I believe that our grip on ego is a crucial element. The illusory, dualistic sense of our differentiation, the need to be correct and to justify our own significance can drive us to take actions that we might not in other circumstances. Our ego has a need to be defended, and that’s exhausting since, in reality, we are fallible creatures capable of dark thoughts.
When we are open to our interconnectedness with everything around us, we open a wedge towards acceptance and peace. Everything (or nothing) is significant, all to some extent incomprehensible, and all connected through source. We are an indivisible part of that from which our ego seeks us to separate. When we peer behind the veil of our consciousness and question what we think we know, question even what we question, then the world and our perceptions of it open to new possibilities. We give ourselves permission to question our identity, our role, our needs and our meaning when we feel capable of doing so. Who am I? What am I? When am I?
This isn’t the same as hanging up our goals and motivations and settling for fate; ambition, hopes, and standards can all be compatible with peace, in my story at least. It’s just that the reason seems to come from a higher plane in semi-conscious communion with all that is around us. When ego and our need for significance lessens, we can trust in all, even what we do not and can not control in this massively multi-variable universe. Paradoxically in that moment, we can trust ourselves more. And delightfully, we become more authentic and congruent the moment we have nothing to prove. As someone said to me recently, the one who cares the least holds all the power. When we own our flaws and are okay with them being exposed, when we know what we are and what we might aspire to be but can also laugh at ourselves, then we care less about defending our rightness, and inner peace is in sight.

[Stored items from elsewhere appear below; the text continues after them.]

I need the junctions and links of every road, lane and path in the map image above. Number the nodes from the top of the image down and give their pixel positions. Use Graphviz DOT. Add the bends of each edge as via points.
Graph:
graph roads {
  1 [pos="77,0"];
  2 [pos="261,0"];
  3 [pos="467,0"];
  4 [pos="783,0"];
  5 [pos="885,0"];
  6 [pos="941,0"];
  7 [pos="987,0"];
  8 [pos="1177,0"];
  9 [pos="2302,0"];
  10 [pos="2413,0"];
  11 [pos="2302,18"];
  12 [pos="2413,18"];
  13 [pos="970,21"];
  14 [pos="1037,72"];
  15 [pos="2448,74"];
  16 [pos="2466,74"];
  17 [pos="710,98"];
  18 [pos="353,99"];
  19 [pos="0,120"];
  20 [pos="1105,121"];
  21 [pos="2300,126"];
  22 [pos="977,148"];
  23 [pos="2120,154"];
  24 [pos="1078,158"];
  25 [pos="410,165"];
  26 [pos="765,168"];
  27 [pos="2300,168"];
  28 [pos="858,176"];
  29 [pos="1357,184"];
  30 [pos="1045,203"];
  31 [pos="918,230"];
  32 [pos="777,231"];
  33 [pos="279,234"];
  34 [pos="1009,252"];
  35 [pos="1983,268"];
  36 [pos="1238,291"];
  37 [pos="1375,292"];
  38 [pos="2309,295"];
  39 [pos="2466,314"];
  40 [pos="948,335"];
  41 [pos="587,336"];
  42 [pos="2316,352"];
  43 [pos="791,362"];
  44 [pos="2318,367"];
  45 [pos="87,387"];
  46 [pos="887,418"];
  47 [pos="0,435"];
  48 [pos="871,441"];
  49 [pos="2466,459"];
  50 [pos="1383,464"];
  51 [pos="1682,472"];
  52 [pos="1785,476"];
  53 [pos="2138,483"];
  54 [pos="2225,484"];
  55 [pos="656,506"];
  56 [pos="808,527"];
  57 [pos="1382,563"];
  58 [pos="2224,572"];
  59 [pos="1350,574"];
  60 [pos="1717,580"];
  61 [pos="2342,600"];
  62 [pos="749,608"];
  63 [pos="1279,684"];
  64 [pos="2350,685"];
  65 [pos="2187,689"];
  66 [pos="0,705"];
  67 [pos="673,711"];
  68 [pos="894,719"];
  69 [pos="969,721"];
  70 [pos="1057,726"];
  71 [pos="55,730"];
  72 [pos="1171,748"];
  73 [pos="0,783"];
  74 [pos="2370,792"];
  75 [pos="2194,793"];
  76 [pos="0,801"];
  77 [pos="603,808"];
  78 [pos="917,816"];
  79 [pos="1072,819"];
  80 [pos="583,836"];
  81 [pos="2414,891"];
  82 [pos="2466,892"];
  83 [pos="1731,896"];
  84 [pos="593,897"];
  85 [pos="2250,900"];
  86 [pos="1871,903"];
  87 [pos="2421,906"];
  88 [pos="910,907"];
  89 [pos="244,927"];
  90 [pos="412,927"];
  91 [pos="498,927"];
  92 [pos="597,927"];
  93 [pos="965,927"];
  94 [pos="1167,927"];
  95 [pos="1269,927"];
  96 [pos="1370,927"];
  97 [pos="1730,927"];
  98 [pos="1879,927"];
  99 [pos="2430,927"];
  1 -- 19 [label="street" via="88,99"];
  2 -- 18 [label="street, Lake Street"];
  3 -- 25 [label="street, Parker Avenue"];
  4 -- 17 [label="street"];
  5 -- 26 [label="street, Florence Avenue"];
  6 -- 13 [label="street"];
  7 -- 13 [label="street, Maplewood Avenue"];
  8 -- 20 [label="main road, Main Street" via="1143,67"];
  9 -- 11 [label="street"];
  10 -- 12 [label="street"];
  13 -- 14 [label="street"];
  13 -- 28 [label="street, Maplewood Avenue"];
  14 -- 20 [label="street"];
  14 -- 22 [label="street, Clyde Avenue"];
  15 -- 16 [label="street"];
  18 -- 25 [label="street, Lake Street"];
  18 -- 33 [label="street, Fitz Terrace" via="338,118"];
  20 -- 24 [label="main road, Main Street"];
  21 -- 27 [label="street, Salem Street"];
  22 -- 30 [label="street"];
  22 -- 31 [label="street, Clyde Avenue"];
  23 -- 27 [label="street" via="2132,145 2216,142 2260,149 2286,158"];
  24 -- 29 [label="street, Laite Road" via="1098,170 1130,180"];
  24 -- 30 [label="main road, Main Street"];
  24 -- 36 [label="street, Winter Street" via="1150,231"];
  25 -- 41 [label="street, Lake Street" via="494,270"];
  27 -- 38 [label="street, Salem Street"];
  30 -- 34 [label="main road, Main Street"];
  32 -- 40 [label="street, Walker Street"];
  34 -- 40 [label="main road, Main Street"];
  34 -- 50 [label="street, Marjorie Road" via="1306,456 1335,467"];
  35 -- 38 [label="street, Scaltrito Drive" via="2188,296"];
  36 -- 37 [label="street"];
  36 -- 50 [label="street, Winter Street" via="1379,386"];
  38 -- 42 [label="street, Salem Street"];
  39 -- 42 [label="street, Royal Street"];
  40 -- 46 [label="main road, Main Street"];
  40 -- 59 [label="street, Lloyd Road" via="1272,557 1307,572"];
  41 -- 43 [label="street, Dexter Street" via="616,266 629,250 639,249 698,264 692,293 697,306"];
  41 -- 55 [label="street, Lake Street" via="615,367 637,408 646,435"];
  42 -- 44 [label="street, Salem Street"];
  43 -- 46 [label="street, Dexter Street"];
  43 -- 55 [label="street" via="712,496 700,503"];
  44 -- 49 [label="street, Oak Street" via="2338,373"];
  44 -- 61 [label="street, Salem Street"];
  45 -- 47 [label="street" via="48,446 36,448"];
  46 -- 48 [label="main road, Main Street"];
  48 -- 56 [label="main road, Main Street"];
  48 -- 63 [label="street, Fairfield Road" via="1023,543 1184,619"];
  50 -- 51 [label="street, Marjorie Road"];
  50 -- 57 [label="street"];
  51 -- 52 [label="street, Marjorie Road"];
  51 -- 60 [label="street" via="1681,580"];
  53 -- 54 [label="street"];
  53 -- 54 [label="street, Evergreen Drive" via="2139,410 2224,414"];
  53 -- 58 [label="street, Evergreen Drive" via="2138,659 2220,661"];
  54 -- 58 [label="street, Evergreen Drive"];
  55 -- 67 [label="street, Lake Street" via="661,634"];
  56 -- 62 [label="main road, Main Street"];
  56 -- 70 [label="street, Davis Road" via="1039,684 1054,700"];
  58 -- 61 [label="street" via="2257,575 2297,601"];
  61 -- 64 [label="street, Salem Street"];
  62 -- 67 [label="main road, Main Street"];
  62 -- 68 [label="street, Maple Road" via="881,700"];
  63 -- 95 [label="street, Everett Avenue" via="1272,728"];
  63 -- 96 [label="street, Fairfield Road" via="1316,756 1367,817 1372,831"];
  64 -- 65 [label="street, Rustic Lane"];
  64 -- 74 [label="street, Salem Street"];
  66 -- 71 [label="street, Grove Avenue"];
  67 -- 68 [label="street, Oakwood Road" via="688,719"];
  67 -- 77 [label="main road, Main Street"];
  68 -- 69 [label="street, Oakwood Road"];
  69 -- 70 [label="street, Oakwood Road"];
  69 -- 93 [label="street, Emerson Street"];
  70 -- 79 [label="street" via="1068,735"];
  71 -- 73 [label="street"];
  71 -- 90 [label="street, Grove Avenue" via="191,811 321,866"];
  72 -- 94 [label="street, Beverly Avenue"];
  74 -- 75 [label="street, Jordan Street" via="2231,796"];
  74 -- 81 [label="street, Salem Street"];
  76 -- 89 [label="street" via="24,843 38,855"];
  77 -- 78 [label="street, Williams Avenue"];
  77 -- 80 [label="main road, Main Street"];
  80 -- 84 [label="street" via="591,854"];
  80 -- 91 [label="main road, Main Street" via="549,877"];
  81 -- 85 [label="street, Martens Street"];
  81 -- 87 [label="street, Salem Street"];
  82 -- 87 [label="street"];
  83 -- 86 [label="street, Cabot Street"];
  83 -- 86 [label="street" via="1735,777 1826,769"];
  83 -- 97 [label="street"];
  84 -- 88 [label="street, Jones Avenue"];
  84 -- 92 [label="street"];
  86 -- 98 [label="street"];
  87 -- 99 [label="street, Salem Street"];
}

Without the need to justify our ego, we can shape out our inner world and accept our emotions as the messengers they are, without judgement: no more good or bad emotions, no need to rush towards or away from ourselves. Making friends with our dark side brings huge benefits in energetic well-being. It allows us to lean into our shame and to listen fearlessly with curiosity, even if a protective voice inside might feel that, at our core, we are corrupted.
Because it’s all just a story concocted by our ego. When we gaze upon our shame, own it, name it, question its sources and take responsibility for our relationship with it, we offer a hand to peace. We can look into our fears with interest and wonder, letting them give us their best shot so that we can learn. In considering and allowing ourselves to be what we are, instead of putting our energies into projecting something more impressive but alien, we align, find ourselves, or perhaps (as happened to me) remember ourselves. In acknowledging what we are, paradoxically, we become less self-centred. There’s less need for a mask, and often we become better people. It feels like coming home.
“One does not become enlightened by imagining figures of light but by making the darkness conscious.”